Check the records below for the word "Hymies" and state how many lines contain it, replying with the number only.

(Stored data entries)

Segment Open

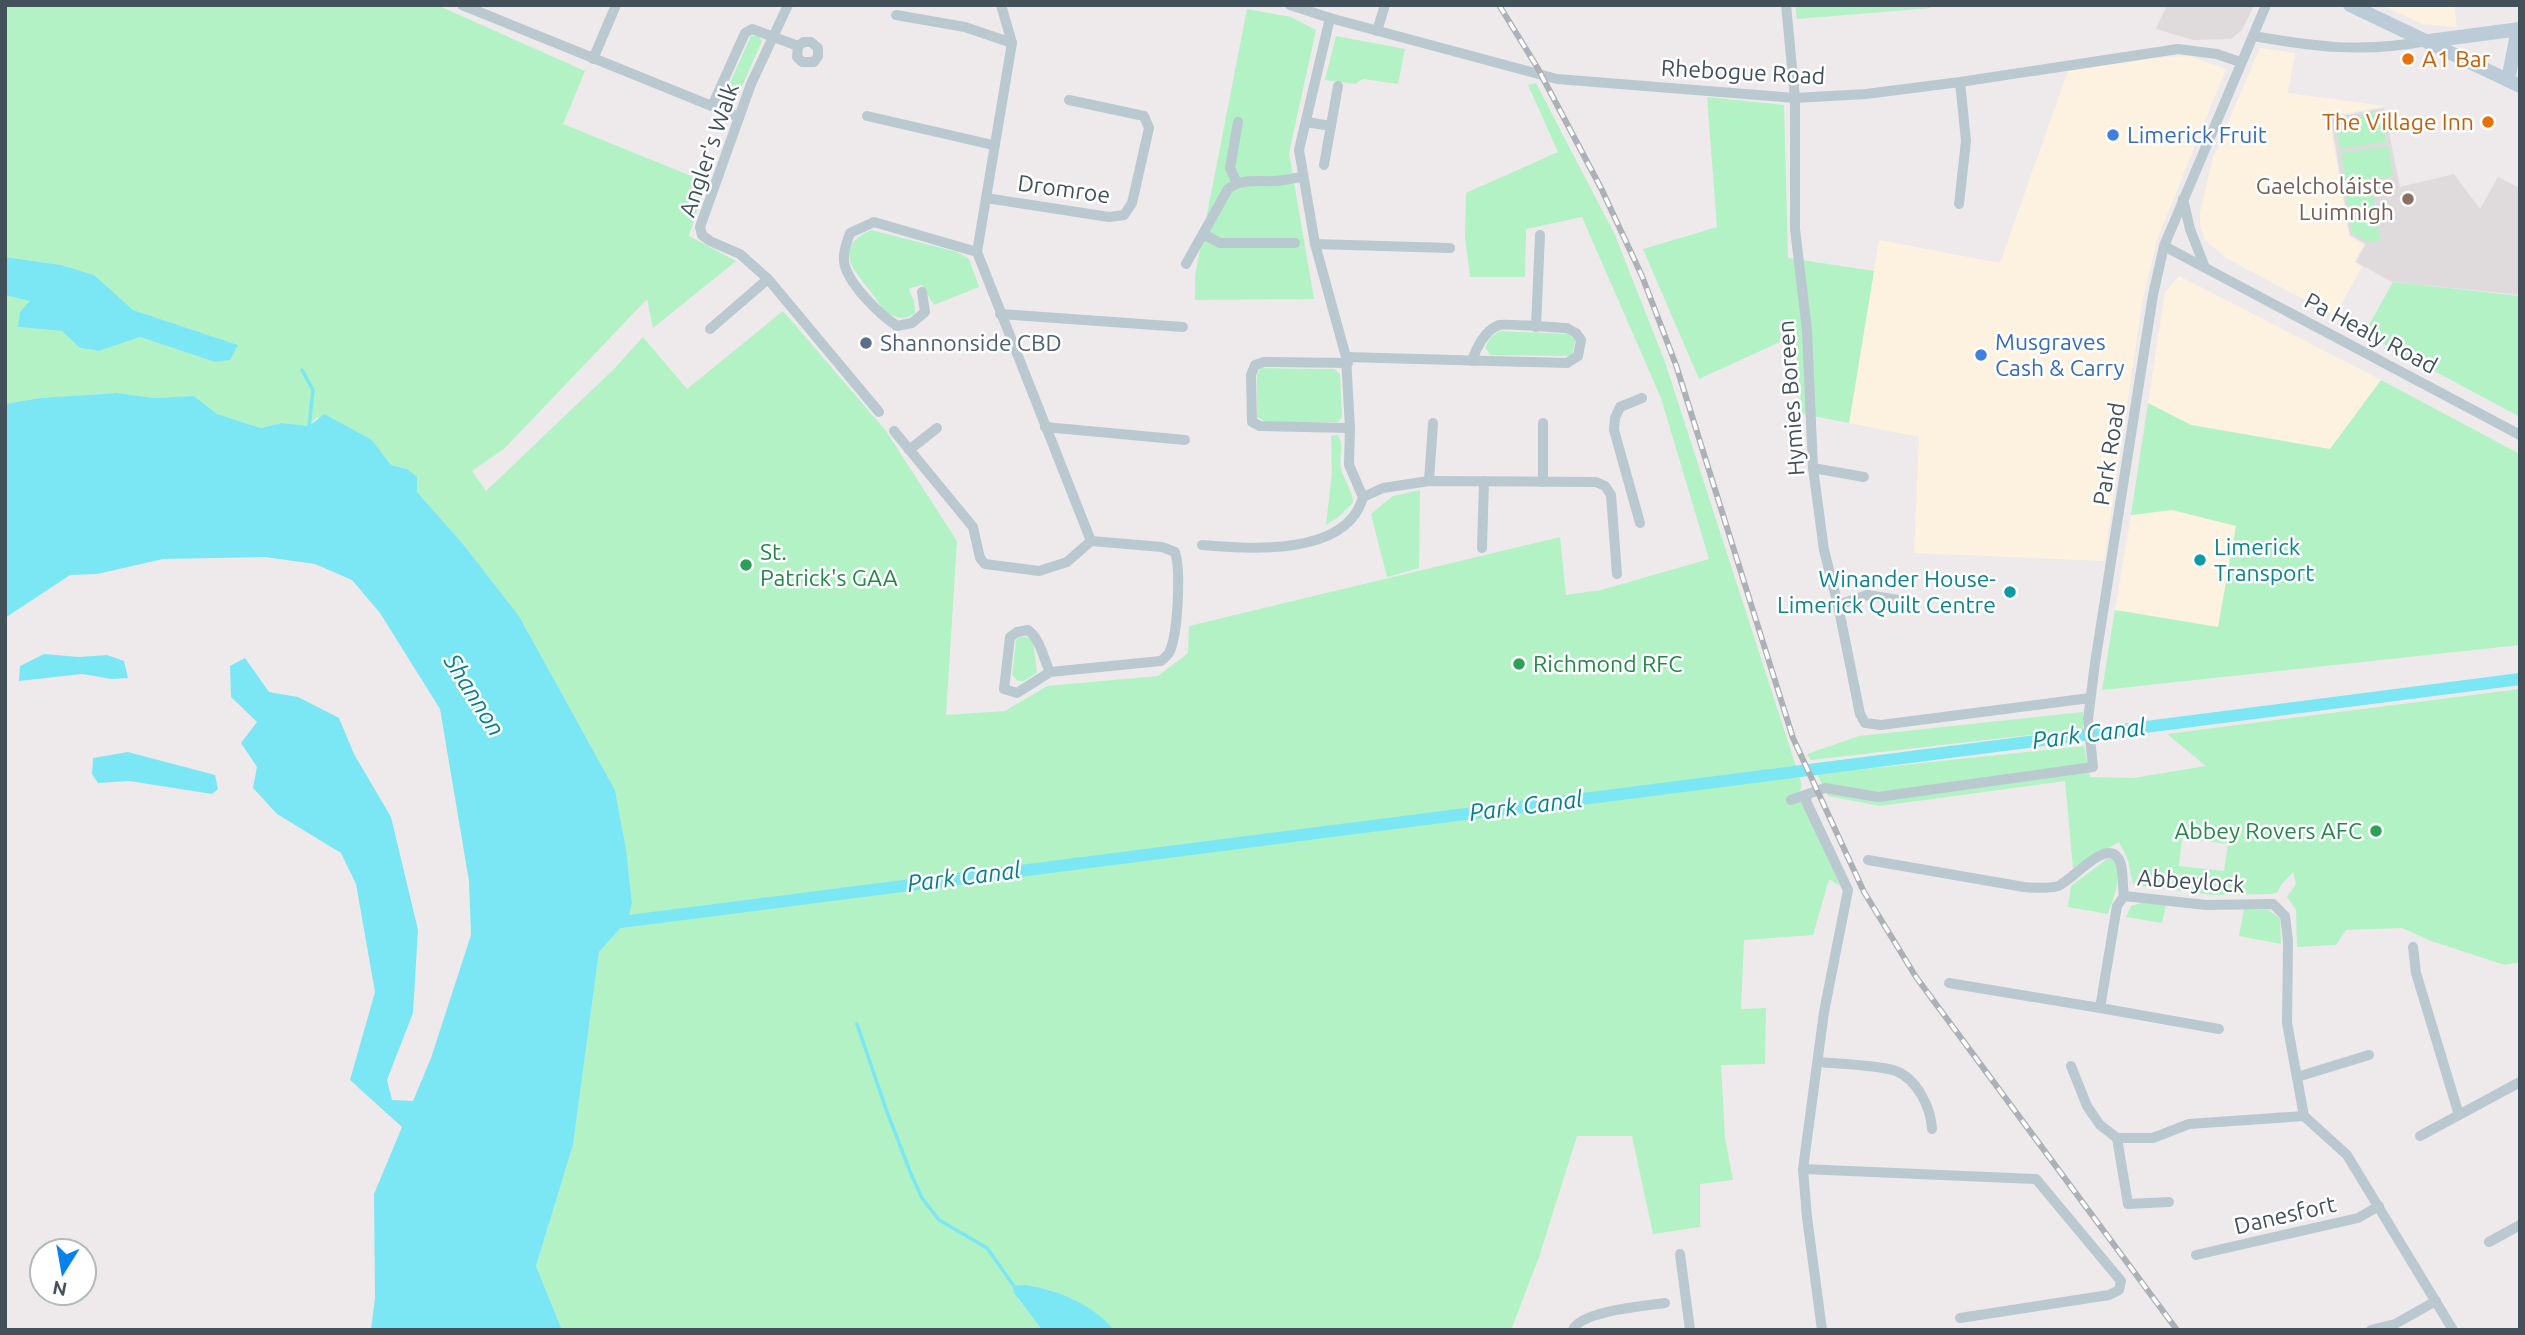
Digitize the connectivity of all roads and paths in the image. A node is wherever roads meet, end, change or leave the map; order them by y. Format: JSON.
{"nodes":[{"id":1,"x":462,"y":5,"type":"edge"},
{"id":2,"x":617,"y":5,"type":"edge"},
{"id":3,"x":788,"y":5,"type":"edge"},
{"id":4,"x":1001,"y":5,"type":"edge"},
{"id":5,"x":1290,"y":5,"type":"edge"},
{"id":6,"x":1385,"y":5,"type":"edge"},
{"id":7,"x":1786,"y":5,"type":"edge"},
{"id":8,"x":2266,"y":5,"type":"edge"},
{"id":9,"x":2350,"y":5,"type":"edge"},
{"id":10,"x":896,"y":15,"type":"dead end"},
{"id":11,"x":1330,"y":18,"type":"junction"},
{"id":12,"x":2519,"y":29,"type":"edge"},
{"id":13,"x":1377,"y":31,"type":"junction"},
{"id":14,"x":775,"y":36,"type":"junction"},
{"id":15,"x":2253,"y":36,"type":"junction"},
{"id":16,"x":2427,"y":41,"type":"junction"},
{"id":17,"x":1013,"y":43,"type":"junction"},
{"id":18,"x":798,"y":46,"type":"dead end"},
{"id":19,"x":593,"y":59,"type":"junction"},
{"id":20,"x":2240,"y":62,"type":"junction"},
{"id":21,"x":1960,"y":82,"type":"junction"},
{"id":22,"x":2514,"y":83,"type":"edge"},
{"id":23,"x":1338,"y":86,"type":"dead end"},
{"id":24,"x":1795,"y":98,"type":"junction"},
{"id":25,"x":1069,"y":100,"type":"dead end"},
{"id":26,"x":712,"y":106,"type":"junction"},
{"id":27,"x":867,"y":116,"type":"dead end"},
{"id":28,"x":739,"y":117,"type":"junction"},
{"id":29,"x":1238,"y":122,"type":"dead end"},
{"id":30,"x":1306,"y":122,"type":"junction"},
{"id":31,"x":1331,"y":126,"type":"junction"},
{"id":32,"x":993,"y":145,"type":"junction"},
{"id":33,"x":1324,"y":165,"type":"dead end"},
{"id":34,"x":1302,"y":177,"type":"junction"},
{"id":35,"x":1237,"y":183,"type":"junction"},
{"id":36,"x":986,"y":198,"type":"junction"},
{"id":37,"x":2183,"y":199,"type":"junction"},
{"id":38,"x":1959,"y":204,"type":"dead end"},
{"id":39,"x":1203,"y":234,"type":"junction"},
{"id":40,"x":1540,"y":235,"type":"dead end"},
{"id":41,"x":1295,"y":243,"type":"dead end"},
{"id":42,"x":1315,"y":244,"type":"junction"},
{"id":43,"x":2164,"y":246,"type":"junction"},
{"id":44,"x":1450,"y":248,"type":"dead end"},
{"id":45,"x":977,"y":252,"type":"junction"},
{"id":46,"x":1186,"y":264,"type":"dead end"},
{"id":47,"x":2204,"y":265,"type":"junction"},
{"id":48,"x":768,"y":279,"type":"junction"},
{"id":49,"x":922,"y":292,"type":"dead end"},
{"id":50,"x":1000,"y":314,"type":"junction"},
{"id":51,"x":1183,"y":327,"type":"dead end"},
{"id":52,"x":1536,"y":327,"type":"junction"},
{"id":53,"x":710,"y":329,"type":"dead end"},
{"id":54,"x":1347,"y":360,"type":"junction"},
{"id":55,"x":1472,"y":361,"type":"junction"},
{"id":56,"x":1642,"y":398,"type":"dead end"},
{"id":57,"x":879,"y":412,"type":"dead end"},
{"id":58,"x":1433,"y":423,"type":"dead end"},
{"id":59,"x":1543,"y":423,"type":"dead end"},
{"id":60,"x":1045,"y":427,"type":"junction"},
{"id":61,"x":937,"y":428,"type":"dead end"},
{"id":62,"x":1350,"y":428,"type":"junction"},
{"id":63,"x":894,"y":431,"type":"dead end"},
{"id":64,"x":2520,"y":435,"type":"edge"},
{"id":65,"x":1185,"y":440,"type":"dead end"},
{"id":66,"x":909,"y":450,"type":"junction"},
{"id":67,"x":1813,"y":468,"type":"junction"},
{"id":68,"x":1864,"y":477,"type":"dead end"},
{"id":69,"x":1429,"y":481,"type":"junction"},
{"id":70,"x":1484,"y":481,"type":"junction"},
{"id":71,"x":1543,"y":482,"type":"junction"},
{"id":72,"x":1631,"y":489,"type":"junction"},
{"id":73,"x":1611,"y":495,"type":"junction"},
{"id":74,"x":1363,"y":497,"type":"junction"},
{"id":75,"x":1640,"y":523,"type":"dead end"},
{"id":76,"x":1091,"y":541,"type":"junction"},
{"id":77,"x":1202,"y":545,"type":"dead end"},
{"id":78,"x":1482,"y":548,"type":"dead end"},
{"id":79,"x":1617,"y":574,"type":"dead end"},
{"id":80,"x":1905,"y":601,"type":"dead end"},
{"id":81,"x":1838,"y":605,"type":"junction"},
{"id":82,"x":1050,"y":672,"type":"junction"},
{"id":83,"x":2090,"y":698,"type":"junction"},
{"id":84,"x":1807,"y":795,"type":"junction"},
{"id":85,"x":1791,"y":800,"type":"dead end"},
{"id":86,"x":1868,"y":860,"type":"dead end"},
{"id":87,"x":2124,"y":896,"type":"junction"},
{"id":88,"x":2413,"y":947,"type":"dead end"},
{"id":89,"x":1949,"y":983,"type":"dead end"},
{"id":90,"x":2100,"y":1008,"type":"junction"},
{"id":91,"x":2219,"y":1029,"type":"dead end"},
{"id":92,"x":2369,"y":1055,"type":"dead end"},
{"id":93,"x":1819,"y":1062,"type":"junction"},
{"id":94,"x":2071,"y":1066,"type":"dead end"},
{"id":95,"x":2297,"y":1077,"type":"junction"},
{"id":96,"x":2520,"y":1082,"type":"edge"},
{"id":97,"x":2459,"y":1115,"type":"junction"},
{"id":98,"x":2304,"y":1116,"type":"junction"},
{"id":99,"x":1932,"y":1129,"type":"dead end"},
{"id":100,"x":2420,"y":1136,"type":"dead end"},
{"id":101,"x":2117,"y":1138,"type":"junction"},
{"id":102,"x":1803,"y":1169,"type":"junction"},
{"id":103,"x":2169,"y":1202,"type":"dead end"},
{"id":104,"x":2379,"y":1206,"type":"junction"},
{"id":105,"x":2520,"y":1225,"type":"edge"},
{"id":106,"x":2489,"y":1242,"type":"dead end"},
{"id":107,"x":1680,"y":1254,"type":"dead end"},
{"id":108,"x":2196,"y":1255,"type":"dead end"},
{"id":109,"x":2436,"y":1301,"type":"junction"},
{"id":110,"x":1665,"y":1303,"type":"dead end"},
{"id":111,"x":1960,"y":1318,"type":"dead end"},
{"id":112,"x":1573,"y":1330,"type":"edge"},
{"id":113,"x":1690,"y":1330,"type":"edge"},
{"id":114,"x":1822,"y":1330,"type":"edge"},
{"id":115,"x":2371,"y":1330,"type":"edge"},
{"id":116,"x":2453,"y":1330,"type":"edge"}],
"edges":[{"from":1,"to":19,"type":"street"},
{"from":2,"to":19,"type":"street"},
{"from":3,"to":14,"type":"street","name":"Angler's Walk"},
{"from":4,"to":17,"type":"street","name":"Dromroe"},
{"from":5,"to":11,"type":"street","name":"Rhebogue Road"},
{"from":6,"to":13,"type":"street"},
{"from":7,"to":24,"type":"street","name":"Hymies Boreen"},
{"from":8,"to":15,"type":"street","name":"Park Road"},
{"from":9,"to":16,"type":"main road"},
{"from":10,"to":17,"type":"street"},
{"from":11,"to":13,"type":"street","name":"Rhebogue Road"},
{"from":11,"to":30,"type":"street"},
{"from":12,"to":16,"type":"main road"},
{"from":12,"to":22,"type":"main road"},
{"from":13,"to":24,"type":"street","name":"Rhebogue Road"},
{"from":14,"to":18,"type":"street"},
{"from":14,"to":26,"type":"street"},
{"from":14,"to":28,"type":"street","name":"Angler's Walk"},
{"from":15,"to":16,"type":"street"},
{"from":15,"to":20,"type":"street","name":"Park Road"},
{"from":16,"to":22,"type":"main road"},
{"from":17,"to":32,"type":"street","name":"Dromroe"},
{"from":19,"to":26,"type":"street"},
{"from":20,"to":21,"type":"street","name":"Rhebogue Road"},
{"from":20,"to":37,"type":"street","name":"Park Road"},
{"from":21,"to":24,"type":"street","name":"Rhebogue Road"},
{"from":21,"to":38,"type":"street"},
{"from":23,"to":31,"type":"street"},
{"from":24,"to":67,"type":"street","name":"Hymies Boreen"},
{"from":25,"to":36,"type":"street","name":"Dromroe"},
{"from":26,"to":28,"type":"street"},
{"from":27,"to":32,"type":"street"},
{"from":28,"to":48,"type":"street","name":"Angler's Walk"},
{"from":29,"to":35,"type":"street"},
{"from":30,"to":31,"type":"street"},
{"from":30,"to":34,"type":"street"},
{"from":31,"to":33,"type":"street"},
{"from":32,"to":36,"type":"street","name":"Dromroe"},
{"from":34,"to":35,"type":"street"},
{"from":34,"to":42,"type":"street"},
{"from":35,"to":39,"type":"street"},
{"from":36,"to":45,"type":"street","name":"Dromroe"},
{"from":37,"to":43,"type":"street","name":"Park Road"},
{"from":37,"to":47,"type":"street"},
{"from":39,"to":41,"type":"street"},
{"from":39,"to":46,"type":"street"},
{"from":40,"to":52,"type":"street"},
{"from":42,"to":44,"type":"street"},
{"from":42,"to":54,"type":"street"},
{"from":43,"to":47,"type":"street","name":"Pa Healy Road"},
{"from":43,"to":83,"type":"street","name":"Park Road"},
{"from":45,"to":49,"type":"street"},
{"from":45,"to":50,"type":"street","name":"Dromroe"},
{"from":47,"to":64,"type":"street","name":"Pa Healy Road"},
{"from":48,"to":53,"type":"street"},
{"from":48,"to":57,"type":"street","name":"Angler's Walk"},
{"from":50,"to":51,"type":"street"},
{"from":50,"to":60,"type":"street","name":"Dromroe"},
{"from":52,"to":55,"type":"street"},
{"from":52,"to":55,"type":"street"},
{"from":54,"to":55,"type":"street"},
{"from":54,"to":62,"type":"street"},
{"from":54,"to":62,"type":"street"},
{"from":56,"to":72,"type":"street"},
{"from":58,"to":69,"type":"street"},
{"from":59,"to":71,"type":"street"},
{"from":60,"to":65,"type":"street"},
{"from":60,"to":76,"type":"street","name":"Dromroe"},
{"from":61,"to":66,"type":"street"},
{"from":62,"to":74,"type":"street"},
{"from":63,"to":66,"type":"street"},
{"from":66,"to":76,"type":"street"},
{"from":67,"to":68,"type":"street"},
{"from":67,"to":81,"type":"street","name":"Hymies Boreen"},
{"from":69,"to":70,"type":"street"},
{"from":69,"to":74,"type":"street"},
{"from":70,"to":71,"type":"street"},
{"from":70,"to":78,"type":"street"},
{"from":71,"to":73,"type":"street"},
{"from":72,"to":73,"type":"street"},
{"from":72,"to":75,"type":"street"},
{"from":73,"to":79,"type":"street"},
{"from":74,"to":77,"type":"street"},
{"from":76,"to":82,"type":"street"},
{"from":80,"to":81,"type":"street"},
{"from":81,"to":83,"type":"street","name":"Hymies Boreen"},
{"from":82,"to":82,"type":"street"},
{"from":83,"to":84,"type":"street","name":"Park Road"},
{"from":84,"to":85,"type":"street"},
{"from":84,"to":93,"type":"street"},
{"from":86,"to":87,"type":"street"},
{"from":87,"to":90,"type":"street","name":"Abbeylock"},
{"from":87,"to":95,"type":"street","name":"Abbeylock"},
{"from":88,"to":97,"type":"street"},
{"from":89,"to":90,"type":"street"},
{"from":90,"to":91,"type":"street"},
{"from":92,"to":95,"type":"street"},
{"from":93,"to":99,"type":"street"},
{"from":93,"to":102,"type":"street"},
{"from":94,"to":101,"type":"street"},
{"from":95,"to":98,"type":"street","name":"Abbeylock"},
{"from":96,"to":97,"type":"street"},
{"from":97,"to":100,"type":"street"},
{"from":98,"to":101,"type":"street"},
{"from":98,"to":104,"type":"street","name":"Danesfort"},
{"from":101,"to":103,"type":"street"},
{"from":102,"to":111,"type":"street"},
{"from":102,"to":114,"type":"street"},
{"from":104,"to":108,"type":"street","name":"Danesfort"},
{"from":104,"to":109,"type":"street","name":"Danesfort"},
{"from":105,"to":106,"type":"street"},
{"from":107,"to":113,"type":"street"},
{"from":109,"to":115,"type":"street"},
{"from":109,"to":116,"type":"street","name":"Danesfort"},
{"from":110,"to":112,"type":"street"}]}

Segment Closed

** The completed task **
4